My gut would tell me that you want as perfect OpSec as you can manage, but then have contingencies for the occasion when something fails. Otherwise you would get the kind of flailing we're seeing right now after the Snowden leaks.




Two points:

1) When classified information is accidentally moved to a computer with a lower classification it is a shit storm. Everything stops. All hardware involved is isolated and scrubbed. If it can't be scrubbed with certainty (e.g. deallocated sectors on the hard disk that might contain classified data but can't be scrubbed anymore because they are deallocated) then the equipment is destroyed (or classified to match the level of the information that was leaked).

2) All information on a classified system is considered classified at the level of the computer system it is stored on. When there is a need to move not-really-classified information off that system (like send a log file that a vendor needs to help debug software) then it is manually inspected by a SME (subject matter expert) to positively verify it does not contain classified information and then copied off to unclassified media. But if there is any doubt, like a binary core file, the file is forbidden from leaving the system.

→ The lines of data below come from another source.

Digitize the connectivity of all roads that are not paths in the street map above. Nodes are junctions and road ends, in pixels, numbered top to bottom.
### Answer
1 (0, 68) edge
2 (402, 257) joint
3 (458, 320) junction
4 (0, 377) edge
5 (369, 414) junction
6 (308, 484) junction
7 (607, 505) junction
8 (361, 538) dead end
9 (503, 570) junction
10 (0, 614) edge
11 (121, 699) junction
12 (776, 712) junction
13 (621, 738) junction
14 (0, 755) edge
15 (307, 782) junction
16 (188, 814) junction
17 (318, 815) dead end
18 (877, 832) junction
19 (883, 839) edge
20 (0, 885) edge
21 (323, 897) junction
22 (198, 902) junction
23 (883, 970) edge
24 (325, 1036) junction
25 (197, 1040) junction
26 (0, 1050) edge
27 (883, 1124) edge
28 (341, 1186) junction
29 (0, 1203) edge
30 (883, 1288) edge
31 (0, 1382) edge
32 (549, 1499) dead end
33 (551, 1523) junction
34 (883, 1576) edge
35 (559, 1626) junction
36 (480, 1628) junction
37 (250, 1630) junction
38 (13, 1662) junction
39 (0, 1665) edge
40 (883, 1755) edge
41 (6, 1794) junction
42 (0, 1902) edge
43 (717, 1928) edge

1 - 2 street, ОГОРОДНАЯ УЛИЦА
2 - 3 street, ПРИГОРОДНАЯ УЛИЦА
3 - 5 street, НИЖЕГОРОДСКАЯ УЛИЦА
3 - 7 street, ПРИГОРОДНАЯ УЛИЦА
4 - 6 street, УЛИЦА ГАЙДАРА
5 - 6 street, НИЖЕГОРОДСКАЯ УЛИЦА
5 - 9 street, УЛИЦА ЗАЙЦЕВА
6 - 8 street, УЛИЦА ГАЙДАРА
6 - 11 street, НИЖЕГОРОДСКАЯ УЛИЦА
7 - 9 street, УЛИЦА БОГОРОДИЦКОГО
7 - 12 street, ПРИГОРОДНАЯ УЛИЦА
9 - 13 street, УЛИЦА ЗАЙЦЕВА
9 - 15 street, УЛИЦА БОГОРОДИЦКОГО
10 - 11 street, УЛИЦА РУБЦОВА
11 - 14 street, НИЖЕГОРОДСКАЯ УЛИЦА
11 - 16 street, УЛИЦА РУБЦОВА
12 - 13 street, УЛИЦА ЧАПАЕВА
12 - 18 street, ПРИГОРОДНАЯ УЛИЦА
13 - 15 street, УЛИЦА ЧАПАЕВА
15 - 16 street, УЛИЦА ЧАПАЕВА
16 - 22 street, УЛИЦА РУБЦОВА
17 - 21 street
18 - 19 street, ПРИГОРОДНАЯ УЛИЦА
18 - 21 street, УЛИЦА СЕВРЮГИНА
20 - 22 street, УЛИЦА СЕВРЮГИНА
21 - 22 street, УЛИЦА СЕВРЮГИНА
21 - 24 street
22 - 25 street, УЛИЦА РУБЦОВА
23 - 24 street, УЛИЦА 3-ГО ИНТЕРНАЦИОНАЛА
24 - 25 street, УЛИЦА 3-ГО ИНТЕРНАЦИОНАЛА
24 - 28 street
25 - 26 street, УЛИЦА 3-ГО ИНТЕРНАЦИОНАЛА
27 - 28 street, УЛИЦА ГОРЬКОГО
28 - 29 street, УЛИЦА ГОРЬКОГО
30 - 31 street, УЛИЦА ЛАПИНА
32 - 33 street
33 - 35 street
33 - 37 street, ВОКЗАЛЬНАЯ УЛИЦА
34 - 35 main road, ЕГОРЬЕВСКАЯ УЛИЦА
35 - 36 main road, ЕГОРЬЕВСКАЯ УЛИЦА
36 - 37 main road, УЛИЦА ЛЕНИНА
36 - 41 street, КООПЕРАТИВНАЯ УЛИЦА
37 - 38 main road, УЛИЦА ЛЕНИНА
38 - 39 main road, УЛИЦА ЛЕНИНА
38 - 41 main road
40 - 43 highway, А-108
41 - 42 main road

The main point here is that the SME positively identifies all the data as being unclassified. The assumption is that the data is classified and it must be pain-stakingly verified on a line-by-line basis. It is a real PITA.

Considering that these NSA programs are highly classified, at least TS and I'm thinking TS sci/codeword given the style of single-word names for the programs, the same sort of manual, positive identification process should be used when giving the data to another country.

Also, Israel is considered a major intelligence adversary by the US DoD. Israel and China are at the top of the list of countries they warn people with clearances to be careful of. Blithely handing over this raw SIGINT data is ridiculous given that context.